WORKING DATA Start Marker

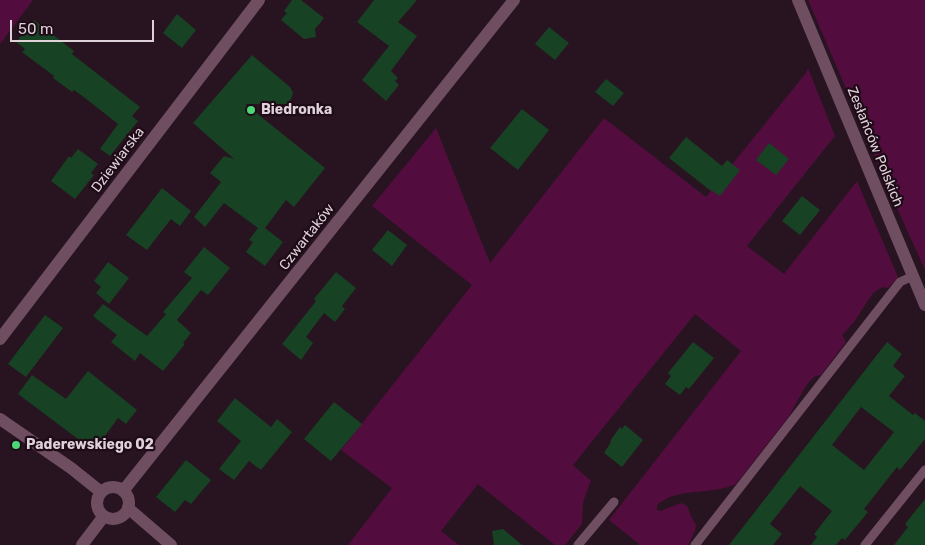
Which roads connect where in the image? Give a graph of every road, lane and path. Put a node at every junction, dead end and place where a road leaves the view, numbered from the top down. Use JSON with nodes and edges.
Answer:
{"nodes":[{"id":1,"x":259,"y":0,"type":"edge"},
{"id":2,"x":514,"y":0,"type":"edge"},
{"id":3,"x":798,"y":0,"type":"edge"},
{"id":4,"x":913,"y":276,"type":"junction"},
{"id":5,"x":925,"y":305,"type":"edge"},
{"id":6,"x":0,"y":339,"type":"edge"},
{"id":7,"x":0,"y":418,"type":"edge"},
{"id":8,"x":925,"y":470,"type":"edge"},
{"id":9,"x":124,"y":491,"type":"junction"},
{"id":10,"x":101,"y":492,"type":"junction"},
{"id":11,"x":614,"y":502,"type":"dead end"},
{"id":12,"x":128,"y":508,"type":"junction"},
{"id":13,"x":104,"y":516,"type":"junction"},
{"id":14,"x":82,"y":545,"type":"edge"},
{"id":15,"x":171,"y":545,"type":"edge"},
{"id":16,"x":578,"y":545,"type":"edge"},
{"id":17,"x":695,"y":545,"type":"edge"},
{"id":18,"x":866,"y":545,"type":"edge"}],
"edges":[{"from":1,"to":6,"type":"street","name":"Dziewiarska"},
{"from":2,"to":9,"type":"street","name":"Czwartaków"},
{"from":3,"to":4,"type":"street","name":"Zesłańców Polskich"},
{"from":4,"to":5,"type":"street","name":"Zesłańców Polskich"},
{"from":4,"to":17,"type":"lane"},
{"from":7,"to":10,"type":"street"},
{"from":8,"to":18,"type":"lane"},
{"from":9,"to":10,"type":"street"},
{"from":9,"to":12,"type":"street"},
{"from":10,"to":13,"type":"street"},
{"from":11,"to":16,"type":"lane"},
{"from":12,"to":13,"type":"street"},
{"from":12,"to":15,"type":"street"},
{"from":13,"to":14,"type":"street"}]}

WORKING DATA End Marker

• _TASK DESCRIPTION_: What this exercise asks for is every line of the data above with the word "lane".

• _ANSWER_:
Which roads connect where in the image? Give a graph of every road, lane and path. Put a node at every junction, dead end and place where a road leaves the view, numbered from the top down. Use JSON with nodes and edges.
{"from":4,"to":17,"type":"lane"},
{"from":8,"to":18,"type":"lane"},
{"from":11,"to":16,"type":"lane"},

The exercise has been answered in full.